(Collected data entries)
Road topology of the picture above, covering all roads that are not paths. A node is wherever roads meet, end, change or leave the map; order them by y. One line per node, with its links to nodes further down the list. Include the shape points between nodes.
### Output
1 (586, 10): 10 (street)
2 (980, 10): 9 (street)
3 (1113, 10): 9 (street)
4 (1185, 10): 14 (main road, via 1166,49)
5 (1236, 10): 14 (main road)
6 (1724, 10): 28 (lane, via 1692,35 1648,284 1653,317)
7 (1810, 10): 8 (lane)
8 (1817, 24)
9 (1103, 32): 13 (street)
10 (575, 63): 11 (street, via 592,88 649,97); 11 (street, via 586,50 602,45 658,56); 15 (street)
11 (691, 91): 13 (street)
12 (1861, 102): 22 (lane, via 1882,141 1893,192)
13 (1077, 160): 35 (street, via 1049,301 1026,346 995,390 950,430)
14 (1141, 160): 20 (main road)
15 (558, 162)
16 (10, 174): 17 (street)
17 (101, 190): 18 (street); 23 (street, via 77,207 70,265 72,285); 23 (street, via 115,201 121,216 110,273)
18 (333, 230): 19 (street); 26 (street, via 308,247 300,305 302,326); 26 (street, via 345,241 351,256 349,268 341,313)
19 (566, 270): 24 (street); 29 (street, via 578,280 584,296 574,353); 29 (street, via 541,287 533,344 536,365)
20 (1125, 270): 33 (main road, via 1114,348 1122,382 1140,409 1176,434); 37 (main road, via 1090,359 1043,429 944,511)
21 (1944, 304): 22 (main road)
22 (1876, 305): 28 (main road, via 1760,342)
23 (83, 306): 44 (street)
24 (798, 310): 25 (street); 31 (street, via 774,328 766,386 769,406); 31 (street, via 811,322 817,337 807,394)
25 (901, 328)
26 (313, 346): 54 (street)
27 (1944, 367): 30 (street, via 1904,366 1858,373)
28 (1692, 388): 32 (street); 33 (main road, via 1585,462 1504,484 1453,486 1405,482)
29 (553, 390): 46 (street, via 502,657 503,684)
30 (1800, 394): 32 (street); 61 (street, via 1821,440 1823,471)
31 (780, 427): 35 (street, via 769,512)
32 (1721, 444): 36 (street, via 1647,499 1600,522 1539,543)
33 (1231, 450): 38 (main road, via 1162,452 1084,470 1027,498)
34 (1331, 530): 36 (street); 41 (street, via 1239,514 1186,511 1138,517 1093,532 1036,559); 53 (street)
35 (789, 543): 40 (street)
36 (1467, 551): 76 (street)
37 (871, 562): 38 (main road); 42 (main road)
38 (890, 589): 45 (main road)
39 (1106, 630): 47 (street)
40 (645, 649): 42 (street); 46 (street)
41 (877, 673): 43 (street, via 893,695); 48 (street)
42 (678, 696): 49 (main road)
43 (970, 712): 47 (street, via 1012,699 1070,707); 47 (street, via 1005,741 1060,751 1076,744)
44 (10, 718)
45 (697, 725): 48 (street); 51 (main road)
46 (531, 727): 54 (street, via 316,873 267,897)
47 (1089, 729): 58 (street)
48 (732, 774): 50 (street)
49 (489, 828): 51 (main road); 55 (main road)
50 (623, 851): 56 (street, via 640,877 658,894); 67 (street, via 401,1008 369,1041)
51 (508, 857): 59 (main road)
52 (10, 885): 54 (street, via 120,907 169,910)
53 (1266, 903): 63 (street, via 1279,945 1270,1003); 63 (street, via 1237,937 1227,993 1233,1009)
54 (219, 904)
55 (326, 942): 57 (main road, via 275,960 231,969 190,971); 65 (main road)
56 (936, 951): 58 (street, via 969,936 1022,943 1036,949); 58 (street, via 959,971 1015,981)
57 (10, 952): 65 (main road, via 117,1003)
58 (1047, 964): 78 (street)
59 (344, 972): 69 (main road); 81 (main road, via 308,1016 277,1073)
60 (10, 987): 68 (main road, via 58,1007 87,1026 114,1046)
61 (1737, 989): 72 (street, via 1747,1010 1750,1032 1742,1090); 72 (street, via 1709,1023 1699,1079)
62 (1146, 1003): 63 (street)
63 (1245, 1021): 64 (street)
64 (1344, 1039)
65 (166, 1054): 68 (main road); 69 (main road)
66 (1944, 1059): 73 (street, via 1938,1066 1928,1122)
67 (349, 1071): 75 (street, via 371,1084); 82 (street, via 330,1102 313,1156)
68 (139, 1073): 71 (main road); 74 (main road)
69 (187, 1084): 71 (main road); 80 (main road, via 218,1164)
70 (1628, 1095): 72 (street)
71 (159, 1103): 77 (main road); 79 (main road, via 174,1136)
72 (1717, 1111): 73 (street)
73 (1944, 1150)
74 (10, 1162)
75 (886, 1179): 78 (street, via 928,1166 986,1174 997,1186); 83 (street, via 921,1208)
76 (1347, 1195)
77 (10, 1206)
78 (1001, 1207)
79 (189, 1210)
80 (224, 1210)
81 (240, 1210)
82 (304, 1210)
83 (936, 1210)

**TO DO**
Each of the entries above should be written out again exactly.

**EXPECTED ANSWER**
Road topology of the picture above, covering all roads that are not paths. A node is wherever roads meet, end, change or leave the map; order them by y. One line per node, with its links to nodes further down the list. Include the shape points between nodes.
### Output
1 (586, 10): 10 (street)
2 (980, 10): 9 (street)
3 (1113, 10): 9 (street)
4 (1185, 10): 14 (main road, via 1166,49)
5 (1236, 10): 14 (main road)
6 (1724, 10): 28 (lane, via 1692,35 1648,284 1653,317)
7 (1810, 10): 8 (lane)
8 (1817, 24)
9 (1103, 32): 13 (street)
10 (575, 63): 11 (street, via 592,88 649,97); 11 (street, via 586,50 602,45 658,56); 15 (street)
11 (691, 91): 13 (street)
12 (1861, 102): 22 (lane, via 1882,141 1893,192)
13 (1077, 160): 35 (street, via 1049,301 1026,346 995,390 950,430)
14 (1141, 160): 20 (main road)
15 (558, 162)
16 (10, 174): 17 (street)
17 (101, 190): 18 (street); 23 (street, via 77,207 70,265 72,285); 23 (street, via 115,201 121,216 110,273)
18 (333, 230): 19 (street); 26 (street, via 308,247 300,305 302,326); 26 (street, via 345,241 351,256 349,268 341,313)
19 (566, 270): 24 (street); 29 (street, via 578,280 584,296 574,353); 29 (street, via 541,287 533,344 536,365)
20 (1125, 270): 33 (main road, via 1114,348 1122,382 1140,409 1176,434); 37 (main road, via 1090,359 1043,429 944,511)
21 (1944, 304): 22 (main road)
22 (1876, 305): 28 (main road, via 1760,342)
23 (83, 306): 44 (street)
24 (798, 310): 25 (street); 31 (street, via 774,328 766,386 769,406); 31 (street, via 811,322 817,337 807,394)
25 (901, 328)
26 (313, 346): 54 (street)
27 (1944, 367): 30 (street, via 1904,366 1858,373)
28 (1692, 388): 32 (street); 33 (main road, via 1585,462 1504,484 1453,486 1405,482)
29 (553, 390): 46 (street, via 502,657 503,684)
30 (1800, 394): 32 (street); 61 (street, via 1821,440 1823,471)
31 (780, 427): 35 (street, via 769,512)
32 (1721, 444): 36 (street, via 1647,499 1600,522 1539,543)
33 (1231, 450): 38 (main road, via 1162,452 1084,470 1027,498)
34 (1331, 530): 36 (street); 41 (street, via 1239,514 1186,511 1138,517 1093,532 1036,559); 53 (street)
35 (789, 543): 40 (street)
36 (1467, 551): 76 (street)
37 (871, 562): 38 (main road); 42 (main road)
38 (890, 589): 45 (main road)
39 (1106, 630): 47 (street)
40 (645, 649): 42 (street); 46 (street)
41 (877, 673): 43 (street, via 893,695); 48 (street)
42 (678, 696): 49 (main road)
43 (970, 712): 47 (street, via 1012,699 1070,707); 47 (street, via 1005,741 1060,751 1076,744)
44 (10, 718)
45 (697, 725): 48 (street); 51 (main road)
46 (531, 727): 54 (street, via 316,873 267,897)
47 (1089, 729): 58 (street)
48 (732, 774): 50 (street)
49 (489, 828): 51 (main road); 55 (main road)
50 (623, 851): 56 (street, via 640,877 658,894); 67 (street, via 401,1008 369,1041)
51 (508, 857): 59 (main road)
52 (10, 885): 54 (street, via 120,907 169,910)
53 (1266, 903): 63 (street, via 1279,945 1270,1003); 63 (street, via 1237,937 1227,993 1233,1009)
54 (219, 904)
55 (326, 942): 57 (main road, via 275,960 231,969 190,971); 65 (main road)
56 (936, 951): 58 (street, via 969,936 1022,943 1036,949); 58 (street, via 959,971 1015,981)
57 (10, 952): 65 (main road, via 117,1003)
58 (1047, 964): 78 (street)
59 (344, 972): 69 (main road); 81 (main road, via 308,1016 277,1073)
60 (10, 987): 68 (main road, via 58,1007 87,1026 114,1046)
61 (1737, 989): 72 (street, via 1747,1010 1750,1032 1742,1090); 72 (street, via 1709,1023 1699,1079)
62 (1146, 1003): 63 (street)
63 (1245, 1021): 64 (street)
64 (1344, 1039)
65 (166, 1054): 68 (main road); 69 (main road)
66 (1944, 1059): 73 (street, via 1938,1066 1928,1122)
67 (349, 1071): 75 (street, via 371,1084); 82 (street, via 330,1102 313,1156)
68 (139, 1073): 71 (main road); 74 (main road)
69 (187, 1084): 71 (main road); 80 (main road, via 218,1164)
70 (1628, 1095): 72 (street)
71 (159, 1103): 77 (main road); 79 (main road, via 174,1136)
72 (1717, 1111): 73 (street)
73 (1944, 1150)
74 (10, 1162)
75 (886, 1179): 78 (street, via 928,1166 986,1174 997,1186); 83 (street, via 921,1208)
76 (1347, 1195)
77 (10, 1206)
78 (1001, 1207)
79 (189, 1210)
80 (224, 1210)
81 (240, 1210)
82 (304, 1210)
83 (936, 1210)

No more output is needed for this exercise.